**WHAT THIS TASK INVOLVES**:
In the records below, the line with "ring tip: (343, 131)" opens the range and the line with "index dip: (265, 82)" closes it; print that range exactly and nothing else.

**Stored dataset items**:
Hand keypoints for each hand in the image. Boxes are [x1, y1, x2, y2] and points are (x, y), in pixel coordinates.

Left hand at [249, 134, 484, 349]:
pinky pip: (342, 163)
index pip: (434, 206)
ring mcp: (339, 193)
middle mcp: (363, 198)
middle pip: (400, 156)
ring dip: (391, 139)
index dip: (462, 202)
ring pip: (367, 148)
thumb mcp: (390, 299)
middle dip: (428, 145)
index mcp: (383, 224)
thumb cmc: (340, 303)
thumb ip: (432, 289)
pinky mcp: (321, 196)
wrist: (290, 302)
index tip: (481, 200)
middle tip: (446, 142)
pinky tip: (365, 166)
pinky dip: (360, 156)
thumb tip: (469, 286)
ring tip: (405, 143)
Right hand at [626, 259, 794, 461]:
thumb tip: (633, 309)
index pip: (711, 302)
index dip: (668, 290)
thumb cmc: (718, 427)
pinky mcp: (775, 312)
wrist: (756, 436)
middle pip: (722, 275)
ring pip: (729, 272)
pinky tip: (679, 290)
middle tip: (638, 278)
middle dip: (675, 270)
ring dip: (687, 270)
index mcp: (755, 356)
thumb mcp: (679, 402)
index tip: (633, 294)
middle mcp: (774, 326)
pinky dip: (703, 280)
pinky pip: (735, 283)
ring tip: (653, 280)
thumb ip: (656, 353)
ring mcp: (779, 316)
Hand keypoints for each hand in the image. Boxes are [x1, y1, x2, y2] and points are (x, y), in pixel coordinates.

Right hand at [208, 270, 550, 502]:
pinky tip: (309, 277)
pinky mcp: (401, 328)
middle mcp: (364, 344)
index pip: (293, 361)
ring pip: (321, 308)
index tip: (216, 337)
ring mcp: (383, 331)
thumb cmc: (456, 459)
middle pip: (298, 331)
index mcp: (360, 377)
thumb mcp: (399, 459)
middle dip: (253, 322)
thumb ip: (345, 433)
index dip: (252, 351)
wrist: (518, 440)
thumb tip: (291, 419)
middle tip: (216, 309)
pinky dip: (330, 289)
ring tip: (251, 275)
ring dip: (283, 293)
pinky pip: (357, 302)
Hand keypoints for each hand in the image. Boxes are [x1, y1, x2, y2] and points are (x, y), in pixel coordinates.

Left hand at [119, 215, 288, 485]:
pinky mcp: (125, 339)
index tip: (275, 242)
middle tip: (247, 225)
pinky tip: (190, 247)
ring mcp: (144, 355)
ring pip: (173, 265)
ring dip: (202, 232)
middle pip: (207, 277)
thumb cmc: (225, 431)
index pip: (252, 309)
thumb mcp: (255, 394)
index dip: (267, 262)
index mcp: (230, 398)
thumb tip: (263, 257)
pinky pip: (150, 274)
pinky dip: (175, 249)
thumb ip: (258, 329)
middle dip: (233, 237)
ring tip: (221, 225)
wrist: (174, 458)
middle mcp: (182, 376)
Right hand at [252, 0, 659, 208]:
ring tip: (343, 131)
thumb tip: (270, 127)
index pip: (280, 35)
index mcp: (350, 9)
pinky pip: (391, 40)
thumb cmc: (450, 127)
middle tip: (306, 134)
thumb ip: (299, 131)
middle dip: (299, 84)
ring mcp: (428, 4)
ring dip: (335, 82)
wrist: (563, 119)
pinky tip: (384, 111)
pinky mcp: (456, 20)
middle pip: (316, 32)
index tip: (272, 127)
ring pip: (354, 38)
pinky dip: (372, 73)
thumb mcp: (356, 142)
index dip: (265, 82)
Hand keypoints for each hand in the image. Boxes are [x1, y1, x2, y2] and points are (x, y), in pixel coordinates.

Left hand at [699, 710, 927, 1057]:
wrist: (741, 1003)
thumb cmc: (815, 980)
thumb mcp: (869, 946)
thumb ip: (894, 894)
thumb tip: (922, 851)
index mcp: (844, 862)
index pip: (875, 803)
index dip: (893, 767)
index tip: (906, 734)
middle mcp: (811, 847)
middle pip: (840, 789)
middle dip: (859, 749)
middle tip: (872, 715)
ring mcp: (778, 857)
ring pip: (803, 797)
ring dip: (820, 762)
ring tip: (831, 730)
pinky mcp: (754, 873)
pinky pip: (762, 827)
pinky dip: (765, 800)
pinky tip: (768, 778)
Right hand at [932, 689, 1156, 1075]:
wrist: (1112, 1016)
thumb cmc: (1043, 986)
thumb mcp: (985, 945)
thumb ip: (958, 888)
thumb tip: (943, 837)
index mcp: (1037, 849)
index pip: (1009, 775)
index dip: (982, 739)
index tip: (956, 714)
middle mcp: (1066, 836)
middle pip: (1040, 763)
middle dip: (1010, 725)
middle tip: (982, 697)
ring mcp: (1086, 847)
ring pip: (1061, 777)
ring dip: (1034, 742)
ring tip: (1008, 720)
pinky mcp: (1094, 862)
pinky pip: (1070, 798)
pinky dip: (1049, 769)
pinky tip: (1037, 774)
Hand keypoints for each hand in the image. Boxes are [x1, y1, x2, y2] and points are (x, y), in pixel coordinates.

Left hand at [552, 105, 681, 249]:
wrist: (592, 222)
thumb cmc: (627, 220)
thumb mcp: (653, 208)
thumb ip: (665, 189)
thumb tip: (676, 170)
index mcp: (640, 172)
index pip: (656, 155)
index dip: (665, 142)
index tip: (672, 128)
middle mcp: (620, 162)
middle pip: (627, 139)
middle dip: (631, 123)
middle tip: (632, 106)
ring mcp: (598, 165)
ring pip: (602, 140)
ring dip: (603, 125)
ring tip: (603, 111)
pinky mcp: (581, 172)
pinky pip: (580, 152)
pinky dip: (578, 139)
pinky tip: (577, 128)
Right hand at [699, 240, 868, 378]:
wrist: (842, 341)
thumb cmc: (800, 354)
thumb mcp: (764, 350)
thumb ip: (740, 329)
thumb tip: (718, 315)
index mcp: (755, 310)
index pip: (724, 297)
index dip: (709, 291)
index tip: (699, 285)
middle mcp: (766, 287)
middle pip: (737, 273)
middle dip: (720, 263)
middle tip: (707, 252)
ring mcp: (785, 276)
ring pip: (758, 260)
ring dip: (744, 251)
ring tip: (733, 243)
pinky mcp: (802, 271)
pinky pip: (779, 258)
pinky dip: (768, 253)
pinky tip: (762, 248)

**RESULT**:
ring tip: (343, 131)
thumb tip: (270, 127)
index pip: (280, 35)
index mcp: (350, 9)
pinky pip: (391, 40)
thumb cmc: (450, 127)
middle tip: (306, 134)
thumb ip: (299, 131)
middle dip: (299, 84)
ring mcp: (428, 4)
ring dip: (335, 82)
wrist: (563, 119)
pinky tip: (384, 111)
pinky mcp: (456, 20)
middle pip: (316, 32)
index tip: (272, 127)
ring pip: (354, 38)
pinky dip: (372, 73)
thumb mcp: (356, 142)
index dip: (265, 82)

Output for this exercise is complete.